26.5.09

Dalila #4

Para Dalila, a leitura de mão não era um dom. Era um sustento. Todas as mulheres de seu povo praticavam esta arte, que teve início em tempos esquecidos, quando, rejeitados pela sociedade e taxados como místicos, os ciganos começaram a tirar proveito da aura mágica que os cercava e difundiram a adivinhação como especialidade da casa.

Não era tão difícil. Era tudo uma questão de decorar quais linhas significam o quê e dizer palavras que agradem. A pessoa tem uma linha do coração comprida e bem marcada, mas a da vida fraca e apagada? Oh, você terá um grande amor em breve. É tudo uma questão de perspectiva. Ninguém que lê a própria sorte espera receber más notícias.

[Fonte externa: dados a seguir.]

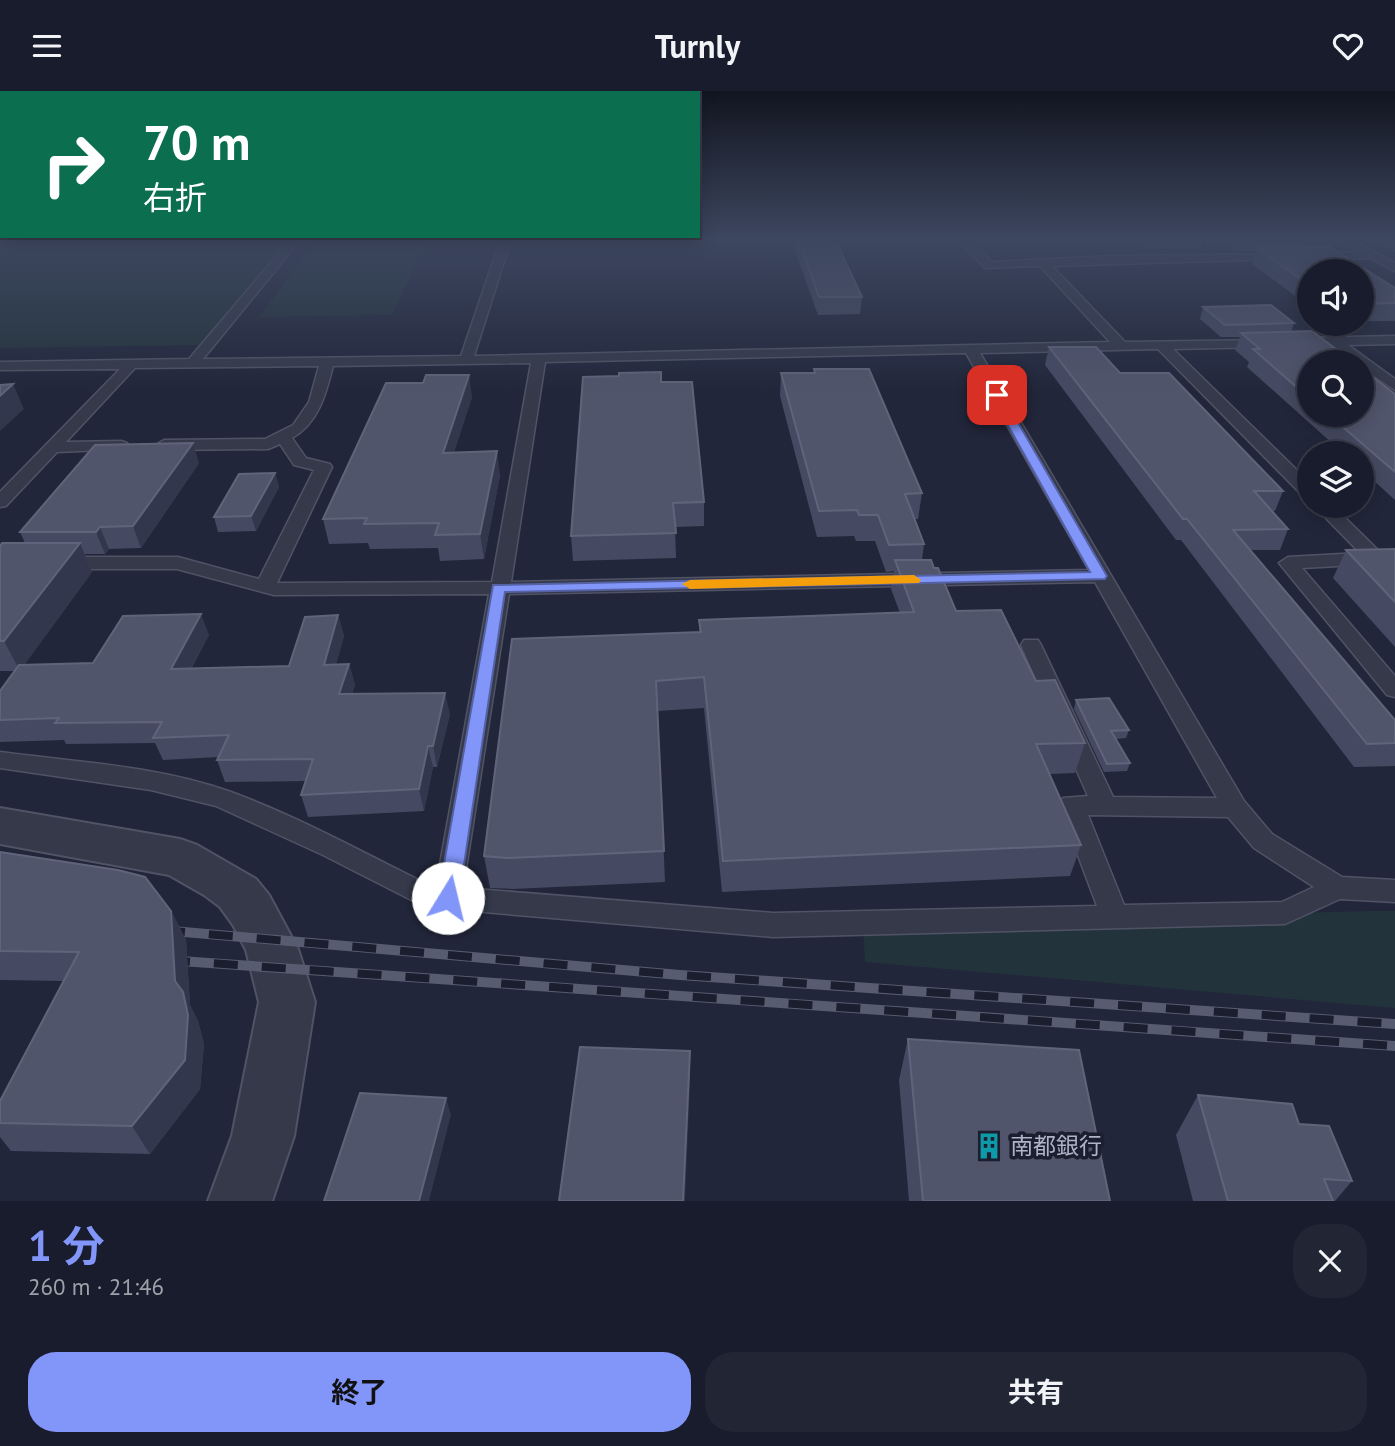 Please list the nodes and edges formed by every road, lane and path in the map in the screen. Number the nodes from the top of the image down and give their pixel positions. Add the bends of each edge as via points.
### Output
1 (253, 291) edge
2 (489, 291) edge
3 (1069, 291) edge
4 (1395, 340) edge
5 (1335, 342) junction
6 (1161, 345) junction
7 (1121, 346) junction
8 (971, 350) junction
9 (539, 358) junction
10 (466, 360) junction
11 (327, 362) junction
12 (193, 363) junction
13 (132, 364) junction
14 (0, 366) edge
15 (1395, 386) edge
16 (283, 436) junction
17 (52, 447) junction
18 (1297, 480) edge
19 (0, 502) edge
20 (1336, 518) edge
21 (1385, 559) edge
22 (41, 563) edge
23 (1100, 576) junction
24 (265, 587) junction
25 (498, 588) junction
26 (1031, 645) dead end
27 (1395, 689) edge
28 (0, 760) edge
29 (1104, 805) junction
30 (1235, 808) junction
31 (0, 826) edge
32 (1337, 888) junction
33 (1395, 891) edge
34 (448, 898) junction
35 (1115, 916) junction
36 (240, 1201) edge

1 - 12 lane
2 - 10 lane
3 - 7 lane
4 - 5 lane
5 - 6 lane
5 - 15 lane
6 - 7 lane
6 - 18 lane
7 - 8 lane
8 - 9 lane
8 - 23 lane
9 - 10 lane
9 - 25 lane
10 - 11 lane
11 - 12 lane
11 - 16 lane via 316,402 298,428
12 - 13 lane
13 - 14 lane
13 - 17 lane
16 - 17 lane via 268,443
16 - 24 lane via 300,463 324,467
17 - 19 lane
20 - 21 lane
21 - 27 lane via 1288,563
22 - 24 lane via 178,563
23 - 25 lane
23 - 30 lane
24 - 25 lane
25 - 34 lane
26 - 29 lane
28 - 34 lane via 151,781 223,799 425,896
29 - 30 lane
29 - 35 lane via 1072,805
30 - 32 lane via 1263,841
31 - 36 street via 180,858 222,881 251,910 271,949 287,1002 263,1136
32 - 33 lane
32 - 35 lane via 1285,913
34 - 35 lane via 774,925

A mãe de Dalila sempre dizia que antigamente era mais fácil conseguir clientes. Hoje em dia, as pessoas passam apressadas, não confiam em ninguém e muito menos acreditam em papo de vidente. Aliás, a falta de clientela os obriga a fazer o que deles é esperado: migrar de cidade em cidade, sem criar raízes por onde passam e sem deixar rastros de sua existência.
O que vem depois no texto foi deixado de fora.